Added to the substantial stability of the European Union (the most important partner, with 52.8 per cent of our total exports) is the important confirmation of the expansive phase of Italian technology purchases in North America (plus 4 per cent), thanks in particular to the policy of the United States to bring back within its borders productions that had been ‘delegated’ to neighbouring countries. Among the markets that continue to represent attractive commercial outlets, albeit at decidedly low values, we can include South America (plus 28 per cent), Oceania (plus 18 per cent), and Africa (plus 9.3 per cent).
Of particular note is the 16.4 per cent drop in exports to Asia, a contraction that is certainly due to the growing weight of ‘made in China’ wood and furniture technology production, which is seeing its attractiveness grow in the nearest markets.
Focusing our spotlight on individual countries (table 02) we point out the “return” of the United States and France, the best customers of the quarter, in a decisive recovery compared to purchases of Italian technology for the whole of 2023, down 16% in the USA and 4.6% in the Alps. Purchases from Sweden were very good (more than 137 per cent compared to the same quarter of 2023), mainly spare parts and integration of existing technologies.
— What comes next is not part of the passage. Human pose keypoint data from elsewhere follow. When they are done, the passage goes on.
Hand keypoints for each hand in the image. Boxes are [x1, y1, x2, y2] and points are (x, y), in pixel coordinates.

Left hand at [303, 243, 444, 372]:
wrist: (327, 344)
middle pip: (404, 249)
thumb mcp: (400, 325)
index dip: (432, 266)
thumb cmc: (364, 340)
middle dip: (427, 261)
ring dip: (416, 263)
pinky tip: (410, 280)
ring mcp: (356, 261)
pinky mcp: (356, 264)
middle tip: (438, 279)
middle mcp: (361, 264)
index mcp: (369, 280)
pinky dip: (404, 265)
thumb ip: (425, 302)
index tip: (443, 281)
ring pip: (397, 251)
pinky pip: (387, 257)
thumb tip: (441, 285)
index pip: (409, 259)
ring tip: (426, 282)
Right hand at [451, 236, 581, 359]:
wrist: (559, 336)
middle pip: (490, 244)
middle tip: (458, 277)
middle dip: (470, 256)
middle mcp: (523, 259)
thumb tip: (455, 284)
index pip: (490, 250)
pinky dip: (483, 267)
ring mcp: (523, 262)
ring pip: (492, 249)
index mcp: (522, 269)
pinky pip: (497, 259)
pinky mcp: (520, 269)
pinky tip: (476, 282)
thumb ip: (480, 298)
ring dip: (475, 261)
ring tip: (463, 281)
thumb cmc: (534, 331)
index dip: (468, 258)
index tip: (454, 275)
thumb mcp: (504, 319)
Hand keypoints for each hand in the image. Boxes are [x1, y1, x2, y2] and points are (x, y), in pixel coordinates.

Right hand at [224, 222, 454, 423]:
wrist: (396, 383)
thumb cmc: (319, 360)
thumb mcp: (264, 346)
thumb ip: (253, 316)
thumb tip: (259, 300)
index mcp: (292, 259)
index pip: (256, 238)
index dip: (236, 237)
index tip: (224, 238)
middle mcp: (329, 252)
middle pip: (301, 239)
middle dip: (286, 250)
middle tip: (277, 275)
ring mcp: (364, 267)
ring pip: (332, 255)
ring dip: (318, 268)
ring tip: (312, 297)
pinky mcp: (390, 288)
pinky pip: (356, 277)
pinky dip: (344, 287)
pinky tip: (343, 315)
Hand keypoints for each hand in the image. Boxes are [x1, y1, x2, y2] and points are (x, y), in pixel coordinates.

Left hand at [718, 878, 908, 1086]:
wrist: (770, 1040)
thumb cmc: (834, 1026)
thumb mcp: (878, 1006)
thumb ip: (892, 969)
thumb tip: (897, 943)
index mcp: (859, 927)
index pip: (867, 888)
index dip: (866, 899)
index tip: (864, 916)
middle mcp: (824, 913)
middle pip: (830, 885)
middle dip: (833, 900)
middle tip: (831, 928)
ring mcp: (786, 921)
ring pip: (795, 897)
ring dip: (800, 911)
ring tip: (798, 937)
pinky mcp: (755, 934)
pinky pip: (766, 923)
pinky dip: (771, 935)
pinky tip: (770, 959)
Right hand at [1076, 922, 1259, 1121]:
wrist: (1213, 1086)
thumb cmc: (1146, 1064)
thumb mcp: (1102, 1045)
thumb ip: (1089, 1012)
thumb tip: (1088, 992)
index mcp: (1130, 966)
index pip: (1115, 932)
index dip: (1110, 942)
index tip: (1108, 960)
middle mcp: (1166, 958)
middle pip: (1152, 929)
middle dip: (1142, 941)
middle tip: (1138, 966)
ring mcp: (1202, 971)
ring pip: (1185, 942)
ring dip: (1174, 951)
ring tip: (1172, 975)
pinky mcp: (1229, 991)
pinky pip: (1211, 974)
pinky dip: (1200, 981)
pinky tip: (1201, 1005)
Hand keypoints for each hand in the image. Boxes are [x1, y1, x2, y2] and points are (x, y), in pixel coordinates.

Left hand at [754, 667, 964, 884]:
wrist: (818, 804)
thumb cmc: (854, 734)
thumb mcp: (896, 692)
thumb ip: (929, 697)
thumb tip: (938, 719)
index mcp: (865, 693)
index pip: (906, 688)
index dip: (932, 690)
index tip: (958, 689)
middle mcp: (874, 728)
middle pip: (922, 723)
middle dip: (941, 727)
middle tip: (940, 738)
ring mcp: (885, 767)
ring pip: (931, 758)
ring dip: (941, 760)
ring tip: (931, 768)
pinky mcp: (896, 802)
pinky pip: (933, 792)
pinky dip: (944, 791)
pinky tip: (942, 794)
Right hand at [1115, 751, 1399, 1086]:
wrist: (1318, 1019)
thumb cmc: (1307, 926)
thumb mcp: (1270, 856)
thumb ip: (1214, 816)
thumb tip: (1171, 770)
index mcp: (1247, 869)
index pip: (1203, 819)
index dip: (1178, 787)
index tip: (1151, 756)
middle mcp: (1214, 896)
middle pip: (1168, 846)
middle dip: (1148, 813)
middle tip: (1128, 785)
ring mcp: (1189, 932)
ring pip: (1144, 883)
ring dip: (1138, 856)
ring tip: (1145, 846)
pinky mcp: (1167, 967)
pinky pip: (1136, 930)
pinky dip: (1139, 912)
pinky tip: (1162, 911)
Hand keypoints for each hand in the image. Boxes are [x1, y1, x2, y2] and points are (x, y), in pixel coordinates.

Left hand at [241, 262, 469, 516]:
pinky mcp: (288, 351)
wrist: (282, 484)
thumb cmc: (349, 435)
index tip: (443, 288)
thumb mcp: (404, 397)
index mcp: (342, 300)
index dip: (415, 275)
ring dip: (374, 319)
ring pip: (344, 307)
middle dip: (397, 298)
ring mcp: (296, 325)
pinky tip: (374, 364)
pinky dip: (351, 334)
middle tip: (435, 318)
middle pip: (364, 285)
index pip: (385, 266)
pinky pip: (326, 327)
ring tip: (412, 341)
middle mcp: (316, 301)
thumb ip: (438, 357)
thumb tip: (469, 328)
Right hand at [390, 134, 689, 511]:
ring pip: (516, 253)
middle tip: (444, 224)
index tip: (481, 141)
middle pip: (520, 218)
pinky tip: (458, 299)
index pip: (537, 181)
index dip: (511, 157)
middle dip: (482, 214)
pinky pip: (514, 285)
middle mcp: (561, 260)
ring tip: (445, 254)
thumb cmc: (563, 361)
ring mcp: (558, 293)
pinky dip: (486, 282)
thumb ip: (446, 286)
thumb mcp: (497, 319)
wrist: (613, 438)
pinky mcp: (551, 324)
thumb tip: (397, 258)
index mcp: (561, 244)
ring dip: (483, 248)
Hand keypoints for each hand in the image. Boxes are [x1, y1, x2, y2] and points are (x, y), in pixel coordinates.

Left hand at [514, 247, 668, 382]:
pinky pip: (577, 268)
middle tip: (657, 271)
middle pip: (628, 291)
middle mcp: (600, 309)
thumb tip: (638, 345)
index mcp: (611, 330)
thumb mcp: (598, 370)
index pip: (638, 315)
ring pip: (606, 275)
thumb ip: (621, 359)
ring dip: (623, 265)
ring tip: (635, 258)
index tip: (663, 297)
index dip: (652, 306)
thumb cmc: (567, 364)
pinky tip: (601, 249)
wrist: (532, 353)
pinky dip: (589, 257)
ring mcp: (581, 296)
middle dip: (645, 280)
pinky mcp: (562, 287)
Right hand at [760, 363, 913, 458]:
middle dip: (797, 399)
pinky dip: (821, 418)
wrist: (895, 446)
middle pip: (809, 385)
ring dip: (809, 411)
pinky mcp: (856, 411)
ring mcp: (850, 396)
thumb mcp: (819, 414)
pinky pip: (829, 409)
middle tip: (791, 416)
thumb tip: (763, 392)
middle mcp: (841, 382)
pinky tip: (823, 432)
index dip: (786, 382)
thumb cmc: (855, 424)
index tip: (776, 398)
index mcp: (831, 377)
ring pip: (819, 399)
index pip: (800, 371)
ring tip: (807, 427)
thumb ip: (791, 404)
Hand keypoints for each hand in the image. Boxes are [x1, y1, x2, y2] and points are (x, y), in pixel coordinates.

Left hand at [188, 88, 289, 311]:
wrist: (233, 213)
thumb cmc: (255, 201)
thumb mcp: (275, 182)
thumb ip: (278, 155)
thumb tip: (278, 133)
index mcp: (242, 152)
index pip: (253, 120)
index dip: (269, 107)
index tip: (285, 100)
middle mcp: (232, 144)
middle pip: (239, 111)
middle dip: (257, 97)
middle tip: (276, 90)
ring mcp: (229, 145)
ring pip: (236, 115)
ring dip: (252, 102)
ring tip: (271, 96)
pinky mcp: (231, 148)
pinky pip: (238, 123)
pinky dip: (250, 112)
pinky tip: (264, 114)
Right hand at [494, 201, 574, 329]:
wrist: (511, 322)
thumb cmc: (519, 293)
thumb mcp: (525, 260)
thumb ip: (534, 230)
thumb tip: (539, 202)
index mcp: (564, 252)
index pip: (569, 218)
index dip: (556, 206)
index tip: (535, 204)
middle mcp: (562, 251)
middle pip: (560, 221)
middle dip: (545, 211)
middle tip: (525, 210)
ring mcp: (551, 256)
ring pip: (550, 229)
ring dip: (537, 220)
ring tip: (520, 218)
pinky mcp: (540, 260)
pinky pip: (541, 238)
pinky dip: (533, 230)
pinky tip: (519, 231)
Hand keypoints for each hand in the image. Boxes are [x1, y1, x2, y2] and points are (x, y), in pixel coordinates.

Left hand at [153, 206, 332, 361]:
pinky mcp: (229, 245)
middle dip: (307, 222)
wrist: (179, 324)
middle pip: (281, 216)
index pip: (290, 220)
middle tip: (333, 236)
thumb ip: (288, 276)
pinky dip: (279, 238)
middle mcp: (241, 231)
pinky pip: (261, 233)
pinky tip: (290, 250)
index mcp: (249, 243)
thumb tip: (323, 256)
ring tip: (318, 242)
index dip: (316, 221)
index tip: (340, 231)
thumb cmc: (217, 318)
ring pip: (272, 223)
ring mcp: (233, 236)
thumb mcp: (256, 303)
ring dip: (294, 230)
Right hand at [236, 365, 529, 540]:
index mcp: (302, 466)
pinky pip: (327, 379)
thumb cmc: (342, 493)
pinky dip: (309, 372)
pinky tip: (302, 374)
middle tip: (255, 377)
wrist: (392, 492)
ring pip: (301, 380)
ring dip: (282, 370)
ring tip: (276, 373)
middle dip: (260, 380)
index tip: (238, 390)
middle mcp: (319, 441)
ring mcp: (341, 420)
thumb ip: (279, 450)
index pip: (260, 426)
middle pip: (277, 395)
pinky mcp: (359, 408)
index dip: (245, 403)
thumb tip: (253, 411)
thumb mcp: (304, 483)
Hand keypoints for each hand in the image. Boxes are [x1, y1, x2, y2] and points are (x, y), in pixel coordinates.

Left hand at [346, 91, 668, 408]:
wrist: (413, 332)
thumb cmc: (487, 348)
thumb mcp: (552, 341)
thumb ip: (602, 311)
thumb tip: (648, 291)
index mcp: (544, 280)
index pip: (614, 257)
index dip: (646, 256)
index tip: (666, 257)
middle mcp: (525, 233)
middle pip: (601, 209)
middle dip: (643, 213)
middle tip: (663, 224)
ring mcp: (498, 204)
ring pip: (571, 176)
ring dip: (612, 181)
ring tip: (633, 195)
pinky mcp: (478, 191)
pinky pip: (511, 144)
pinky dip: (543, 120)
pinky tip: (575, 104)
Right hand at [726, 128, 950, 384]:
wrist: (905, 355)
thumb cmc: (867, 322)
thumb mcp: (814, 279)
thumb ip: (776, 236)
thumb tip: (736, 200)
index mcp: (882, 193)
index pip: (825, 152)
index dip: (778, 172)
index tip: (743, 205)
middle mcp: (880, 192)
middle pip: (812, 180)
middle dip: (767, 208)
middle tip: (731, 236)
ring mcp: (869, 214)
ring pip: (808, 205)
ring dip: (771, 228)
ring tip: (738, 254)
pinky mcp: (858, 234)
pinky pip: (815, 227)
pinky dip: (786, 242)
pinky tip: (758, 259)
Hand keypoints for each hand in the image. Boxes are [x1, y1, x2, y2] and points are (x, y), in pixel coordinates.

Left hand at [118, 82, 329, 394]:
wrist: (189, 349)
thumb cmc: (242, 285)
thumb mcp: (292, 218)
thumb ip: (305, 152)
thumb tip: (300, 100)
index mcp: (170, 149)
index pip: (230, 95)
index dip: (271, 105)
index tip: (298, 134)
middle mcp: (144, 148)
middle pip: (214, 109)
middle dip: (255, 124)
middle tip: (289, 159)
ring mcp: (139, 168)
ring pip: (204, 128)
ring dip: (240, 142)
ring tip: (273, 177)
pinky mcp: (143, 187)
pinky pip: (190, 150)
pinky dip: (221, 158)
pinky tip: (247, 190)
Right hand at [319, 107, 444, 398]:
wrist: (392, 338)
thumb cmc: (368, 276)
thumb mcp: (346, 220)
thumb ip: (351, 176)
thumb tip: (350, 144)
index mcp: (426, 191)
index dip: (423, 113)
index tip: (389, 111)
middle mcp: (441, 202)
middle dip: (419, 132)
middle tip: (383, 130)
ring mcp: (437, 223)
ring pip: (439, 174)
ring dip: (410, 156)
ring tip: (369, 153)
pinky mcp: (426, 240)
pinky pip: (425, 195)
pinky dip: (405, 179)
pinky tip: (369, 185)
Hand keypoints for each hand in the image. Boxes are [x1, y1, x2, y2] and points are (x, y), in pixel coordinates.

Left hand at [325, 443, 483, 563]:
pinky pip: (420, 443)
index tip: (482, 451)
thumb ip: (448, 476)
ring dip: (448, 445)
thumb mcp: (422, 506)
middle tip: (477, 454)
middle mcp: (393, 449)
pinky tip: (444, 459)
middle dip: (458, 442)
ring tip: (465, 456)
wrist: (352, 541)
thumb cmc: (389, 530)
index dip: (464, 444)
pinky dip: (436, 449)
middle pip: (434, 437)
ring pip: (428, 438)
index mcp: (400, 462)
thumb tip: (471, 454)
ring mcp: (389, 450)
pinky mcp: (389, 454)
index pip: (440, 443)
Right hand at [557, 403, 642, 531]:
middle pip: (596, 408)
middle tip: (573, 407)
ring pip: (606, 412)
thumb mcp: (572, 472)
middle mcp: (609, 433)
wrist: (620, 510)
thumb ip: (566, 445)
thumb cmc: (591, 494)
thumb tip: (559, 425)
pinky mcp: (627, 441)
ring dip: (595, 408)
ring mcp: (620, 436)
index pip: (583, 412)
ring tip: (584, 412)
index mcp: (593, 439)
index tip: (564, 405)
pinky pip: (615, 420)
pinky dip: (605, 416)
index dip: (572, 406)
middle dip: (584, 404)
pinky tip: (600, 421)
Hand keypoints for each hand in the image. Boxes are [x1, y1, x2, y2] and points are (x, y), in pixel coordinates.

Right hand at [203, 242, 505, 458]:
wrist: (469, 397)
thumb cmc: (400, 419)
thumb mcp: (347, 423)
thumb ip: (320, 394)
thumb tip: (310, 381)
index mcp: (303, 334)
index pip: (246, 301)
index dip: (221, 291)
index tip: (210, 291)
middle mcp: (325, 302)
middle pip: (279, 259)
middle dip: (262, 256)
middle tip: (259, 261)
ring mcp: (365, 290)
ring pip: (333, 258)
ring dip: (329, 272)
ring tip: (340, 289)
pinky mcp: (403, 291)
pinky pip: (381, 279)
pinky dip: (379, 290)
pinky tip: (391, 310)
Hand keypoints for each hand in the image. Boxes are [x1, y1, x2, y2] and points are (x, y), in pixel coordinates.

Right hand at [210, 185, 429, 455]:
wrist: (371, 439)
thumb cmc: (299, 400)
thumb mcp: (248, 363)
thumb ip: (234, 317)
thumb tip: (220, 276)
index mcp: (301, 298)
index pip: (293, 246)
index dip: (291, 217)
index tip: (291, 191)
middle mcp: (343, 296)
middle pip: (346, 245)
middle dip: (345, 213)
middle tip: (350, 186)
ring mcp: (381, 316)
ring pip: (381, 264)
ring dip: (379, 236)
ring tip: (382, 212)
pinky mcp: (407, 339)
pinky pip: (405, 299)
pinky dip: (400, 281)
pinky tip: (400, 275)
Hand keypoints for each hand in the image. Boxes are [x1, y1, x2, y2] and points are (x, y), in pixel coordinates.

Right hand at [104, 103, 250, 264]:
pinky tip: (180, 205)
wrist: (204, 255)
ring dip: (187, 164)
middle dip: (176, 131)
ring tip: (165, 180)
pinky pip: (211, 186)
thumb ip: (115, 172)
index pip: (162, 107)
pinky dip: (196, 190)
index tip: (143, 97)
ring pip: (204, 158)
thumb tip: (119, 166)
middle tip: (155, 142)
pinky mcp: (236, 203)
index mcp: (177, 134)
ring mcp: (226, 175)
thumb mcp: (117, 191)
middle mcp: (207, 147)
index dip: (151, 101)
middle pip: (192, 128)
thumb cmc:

The United Kingdom confirmed the collapse of Italian machinery imports (minus 36.6 per cent), which follows the similar contraction recorded for the whole of 2023.
China, despite the growth in domestic production, nevertheless confirms its interest in our technologies (plus 12.9 per cent in the January-March 2024 period, which reiterates the plus 10 per cent recorded in the twelve months of 2023); India loses further ground in the ranking of customer countries (minus 30.5 per cent), although it remains among the markets from which good satisfaction is expected, despite the real results it offers our companies.
IMPORTS
Analysing imports of foreign technology into our market in the first quarter of 2024 (table 3) we have further confirmation of the halt that has characterised Italy, although we are talking about limited absolute figures: purchases from Germany fell by 35.6 per cent, imports from China by 20.5 per cent and those from Switzerland by 12.3 per cent; Austria saw its sales in our country grow by 8.7 per cent.
In more general terms, imports in the period January-March 2024 amounted to EUR 39.4 million, slightly more than 10 per cent of exports, and down 23.9 per cent compared to the same period in 2023.
If we look at the data relating to geographical areas (table 4), we can say that the European Union remains the most ‘interesting’ origin, with 23.3 million euros in the period: although it contracted by 24.6 per cent on the same period of 2023, it accounts for a good 59.2 per cent of total Italian imports.
“The figure that perhaps should make us reflect more than others is the marginality of Africa for Italian manufacturers,” commented Acimall director Dario Corbetta. “Despite the geographical proximity and the commitment of our government to define more profitable relations, for our sector the penetration of ‘made in Italy’ in Africa is still very limited, especially if we consider that China – on the other hand – would have sold wood technologies worth around 100 million in 2023.
North America continues to be a very important partner for our companies, a discourse that can easily be extended to Europe, although we must ask ourselves whether we should not now be talking about an extension of the domestic market, rather than export”.